Managing Troops of Groups

Summer is an extra busy time because the library is a destination not only for our families but also daycares and organizations that care for kids during the summer.  We are thrilled when we see people respond to our PR push for summer library use. But it is easy to become overwhelmed with the sheer number of groups and daycares that come en masse into the Youth Department.

Often the groups and daycares come in with summer-job, college-aged staff who lack skills in managing room behavior.  There are always some staffers who space out, text or chat together, hoping library staff will intervene to keep kids on the right track. While I understand the challenges of working with kids for hours on end daily, we want the caregivers to be actively engaged.

After a few years of chaos, our team put our heads together and figured out a strategy to try to make these visits successful for all. The results have really made a difference.

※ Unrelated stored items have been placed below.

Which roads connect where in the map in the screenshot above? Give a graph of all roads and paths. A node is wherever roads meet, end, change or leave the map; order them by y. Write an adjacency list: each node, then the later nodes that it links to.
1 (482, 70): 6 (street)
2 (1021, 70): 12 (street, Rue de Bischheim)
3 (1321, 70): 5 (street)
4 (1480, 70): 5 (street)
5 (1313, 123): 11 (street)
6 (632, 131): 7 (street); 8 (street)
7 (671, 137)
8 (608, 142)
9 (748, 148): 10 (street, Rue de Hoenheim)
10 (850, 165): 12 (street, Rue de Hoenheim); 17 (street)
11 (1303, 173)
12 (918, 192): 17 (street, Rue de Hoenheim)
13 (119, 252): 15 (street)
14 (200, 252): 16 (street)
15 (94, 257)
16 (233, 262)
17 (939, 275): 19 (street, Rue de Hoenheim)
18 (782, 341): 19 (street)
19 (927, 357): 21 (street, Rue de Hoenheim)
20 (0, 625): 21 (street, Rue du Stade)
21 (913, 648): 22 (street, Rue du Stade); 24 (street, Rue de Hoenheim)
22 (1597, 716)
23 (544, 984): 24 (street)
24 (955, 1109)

We reach out in May/June to directors of the groups who are regulars to ask what days and times they plan to drop by. If another group is already coming then, we recommend they choose another time.

We share the behavior guidelines we expect the organization's staff to actively enforce while their kids are with us. We ask for active engagement of the center's staff with the kids in their care at all times during library visits.

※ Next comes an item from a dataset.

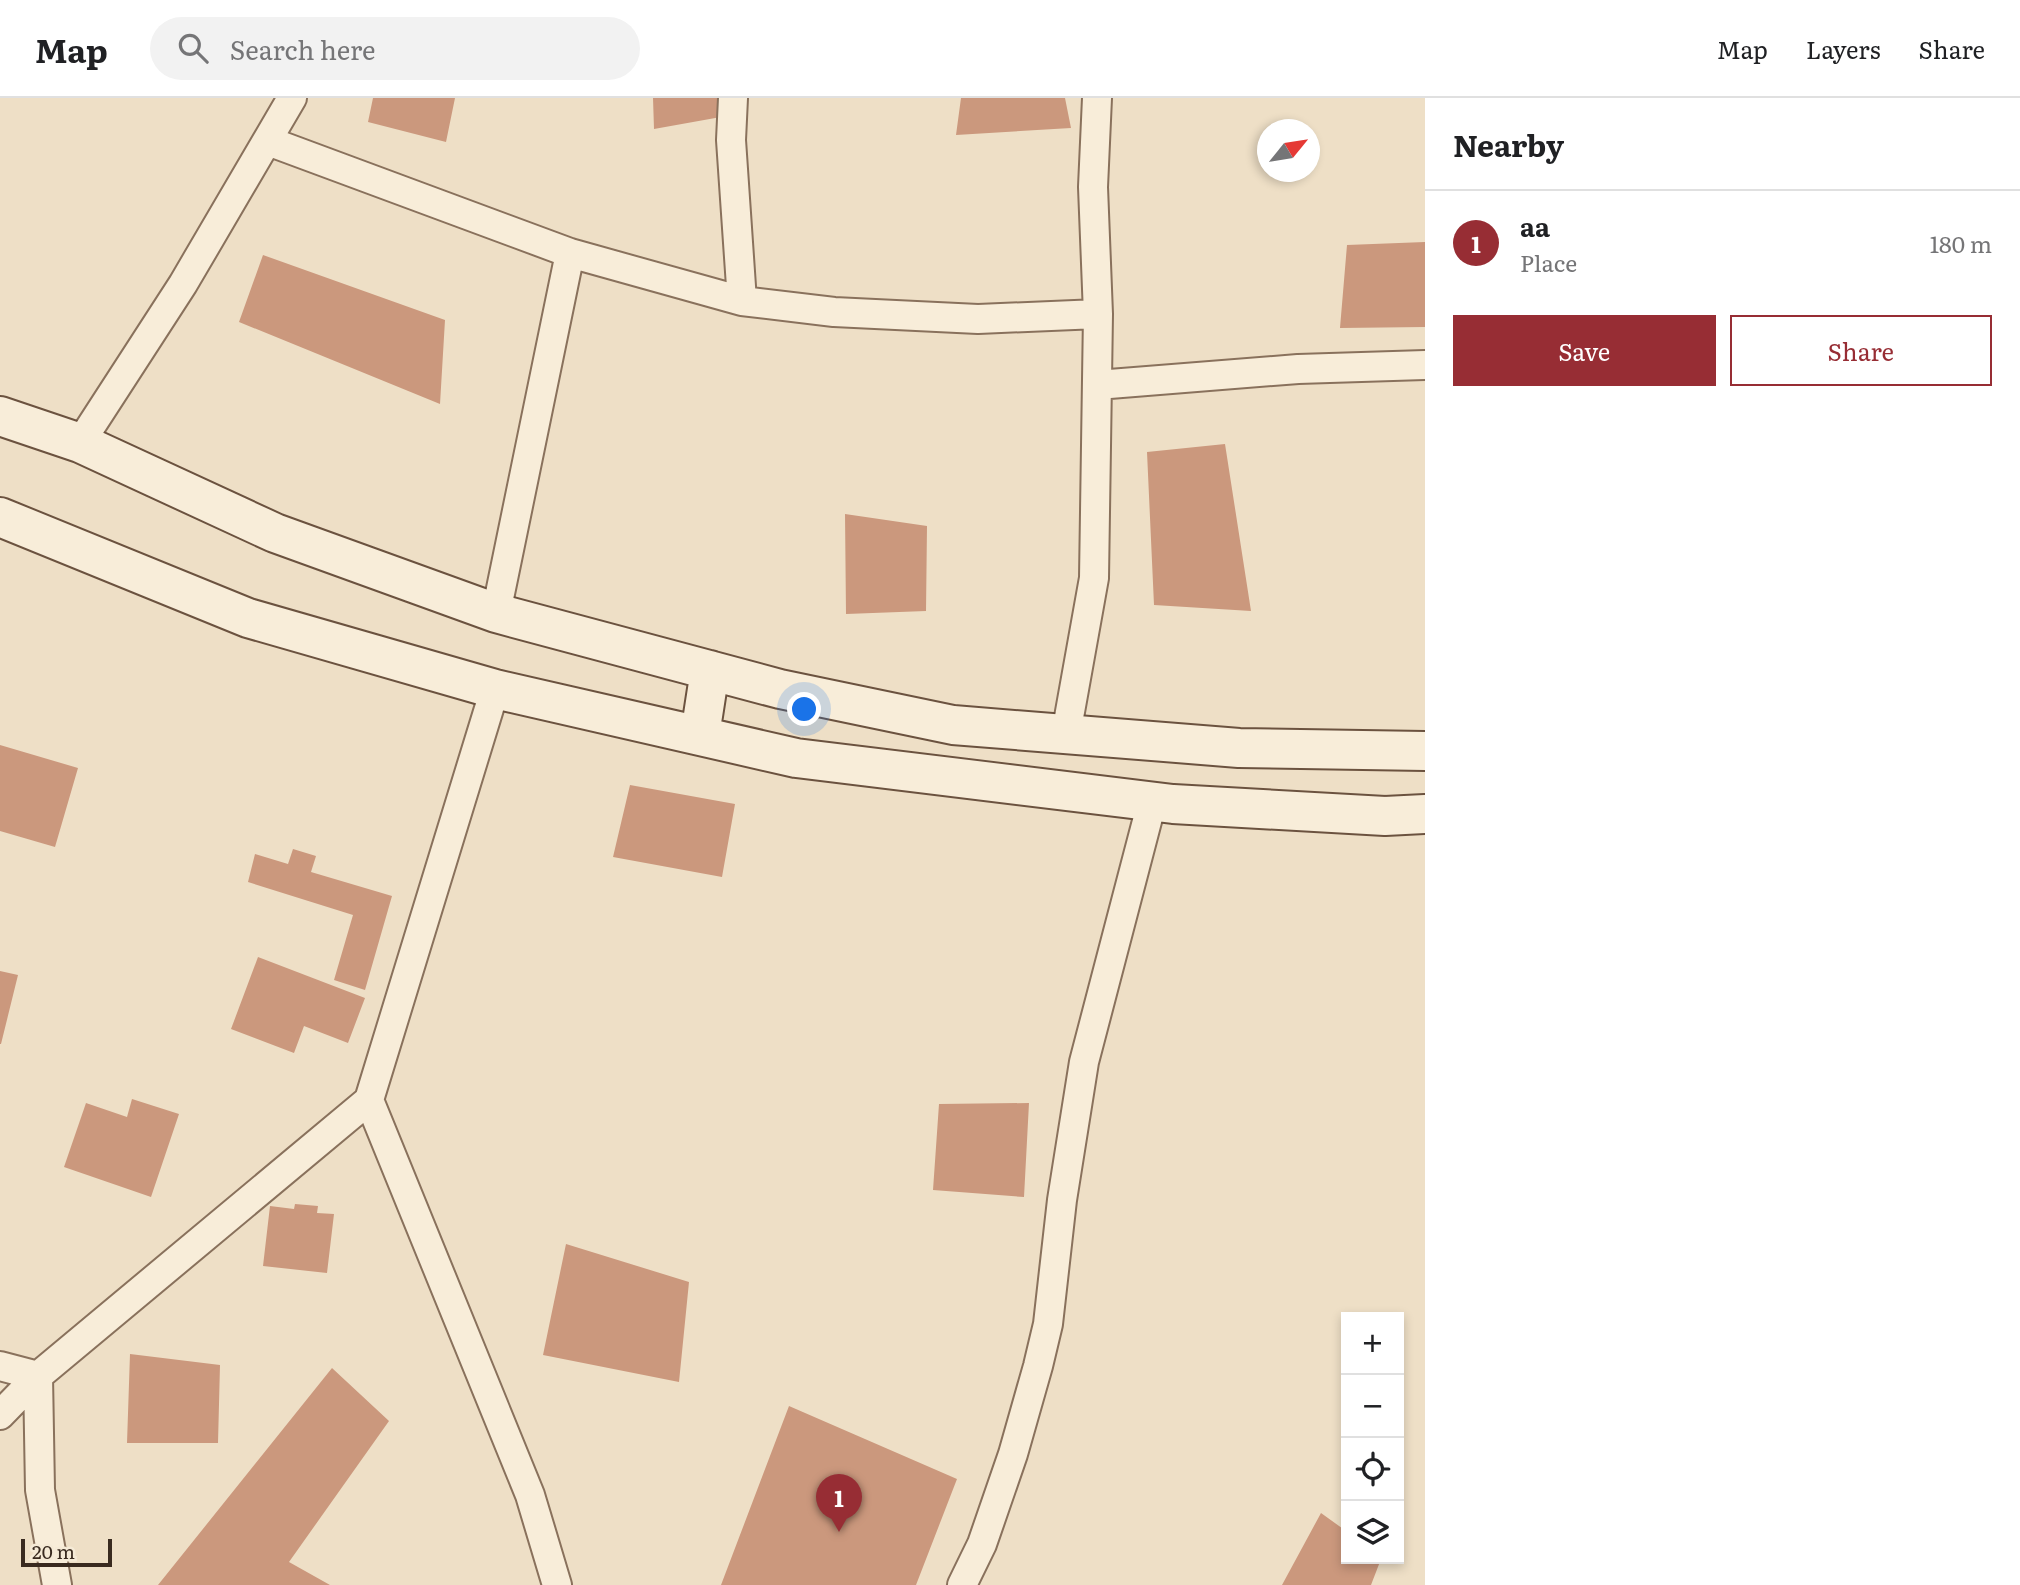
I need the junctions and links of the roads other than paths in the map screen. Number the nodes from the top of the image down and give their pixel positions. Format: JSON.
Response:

We explain our  simplified "group SLP" option - a poster and stickers plus a prize that we send out to the location so kids who read can be in an SLP remotely. We offer this as an alternative to trying to get all the kids signed up for our main SLP program on visits.

Finally, we let them know that on their first visit we will do a lightning orientation with the kids. This is absolutely a key element.

When the group comes in, we either take them into our program room or gather them in a quiet spot and welcome them. Then in a brief two-minute orientation, we give the kids the information they need to use the room successfully:
  • Qustions and help can be found by asking the librarians at the desk who are happy to help them.
  • The location of browsing sticks and blue bins to put books they use in the room but don't check out.
  • Walking feet please.
  • The boat is for reading only.
  • Voices at 1 or 1.5 please.
Care-staff and kids hear the same message. We have seen much better use of the room, especially since we started the mini-orientation this year. This also helps us when we need to remind care staff subsequently if they start getting drifty in their responsibilities - and keeps communication respectful and open.

Being pro-active in laying out the parameters of how to use the library is just one part of room management that keeps the busy summer time more manageable for staff. And the results benefit not just the kids in care but everyone using the library at the same time.